**** Material provided ****

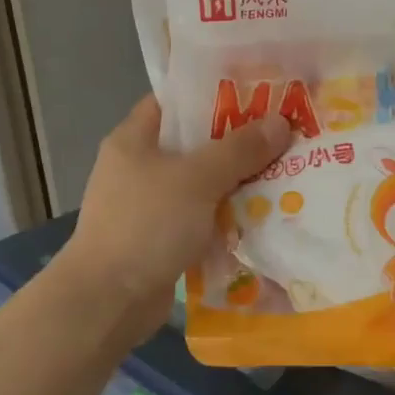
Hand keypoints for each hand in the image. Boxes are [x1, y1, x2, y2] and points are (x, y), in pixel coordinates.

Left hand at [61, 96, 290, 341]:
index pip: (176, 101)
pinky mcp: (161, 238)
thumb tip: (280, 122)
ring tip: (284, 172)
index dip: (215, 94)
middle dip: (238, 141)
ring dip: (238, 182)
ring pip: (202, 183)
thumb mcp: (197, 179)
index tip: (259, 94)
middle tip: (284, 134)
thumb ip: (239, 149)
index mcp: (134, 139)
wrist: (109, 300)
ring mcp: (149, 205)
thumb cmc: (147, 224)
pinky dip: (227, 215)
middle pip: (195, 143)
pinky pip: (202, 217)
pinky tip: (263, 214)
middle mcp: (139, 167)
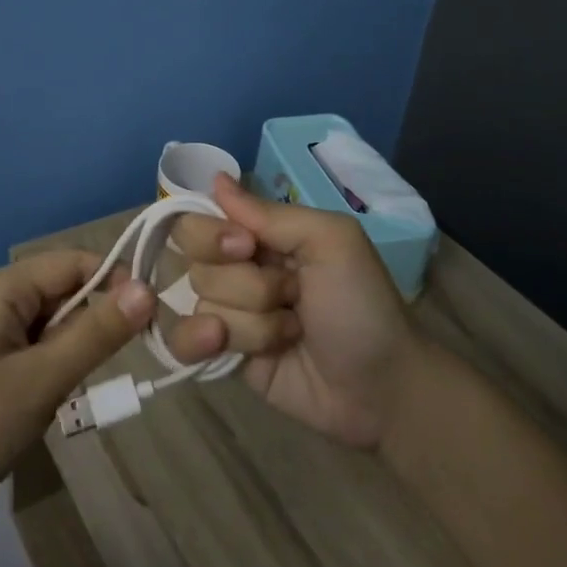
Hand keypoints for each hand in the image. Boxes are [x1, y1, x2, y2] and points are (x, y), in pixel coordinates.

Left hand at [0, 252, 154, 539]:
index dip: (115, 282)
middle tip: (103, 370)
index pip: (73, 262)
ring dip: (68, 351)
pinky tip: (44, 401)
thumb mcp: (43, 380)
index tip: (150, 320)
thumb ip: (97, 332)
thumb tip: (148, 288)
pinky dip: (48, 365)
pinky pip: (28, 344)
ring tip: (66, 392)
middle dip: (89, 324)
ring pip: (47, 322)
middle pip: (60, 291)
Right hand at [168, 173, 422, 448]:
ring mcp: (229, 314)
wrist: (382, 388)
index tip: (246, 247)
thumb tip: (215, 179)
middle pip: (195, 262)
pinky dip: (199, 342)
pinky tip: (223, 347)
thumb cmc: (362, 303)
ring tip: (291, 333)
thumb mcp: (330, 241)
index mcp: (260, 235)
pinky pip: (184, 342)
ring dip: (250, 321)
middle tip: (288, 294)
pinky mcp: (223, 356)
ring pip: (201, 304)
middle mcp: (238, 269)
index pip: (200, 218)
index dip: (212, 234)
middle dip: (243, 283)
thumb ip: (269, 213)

****
**** Material provided ****

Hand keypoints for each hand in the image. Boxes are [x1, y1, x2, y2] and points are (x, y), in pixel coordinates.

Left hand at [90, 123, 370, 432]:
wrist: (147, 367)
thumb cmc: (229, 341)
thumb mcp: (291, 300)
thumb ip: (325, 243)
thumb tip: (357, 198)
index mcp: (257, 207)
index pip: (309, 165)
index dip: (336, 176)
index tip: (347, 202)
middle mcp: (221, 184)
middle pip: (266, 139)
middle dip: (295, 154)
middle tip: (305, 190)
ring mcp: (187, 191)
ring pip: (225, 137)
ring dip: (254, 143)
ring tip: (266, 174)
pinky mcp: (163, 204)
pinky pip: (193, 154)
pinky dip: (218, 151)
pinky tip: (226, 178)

****

• **What you need to do**: Your answer should consist of the lines from the line with "index pip: (309, 165)" to the line with "pinky tip: (226, 178)" above, repeated exactly, both ends included.

• **Result of this task**:
index pip: (309, 165)
index dip: (336, 176)
index tip: (347, 202)
middle mcp: (221, 184)
middle pip: (266, 139)
middle dip: (295, 154)
middle tip: (305, 190)
ring mcp: (187, 191)
ring pip: (225, 137)
ring dip: (254, 143)
ring tip: (266, 174)
pinky mcp: (163, 204)
pinky pip: (193, 154)
pinky dip: (218, 151)
pinky tip: (226, 178)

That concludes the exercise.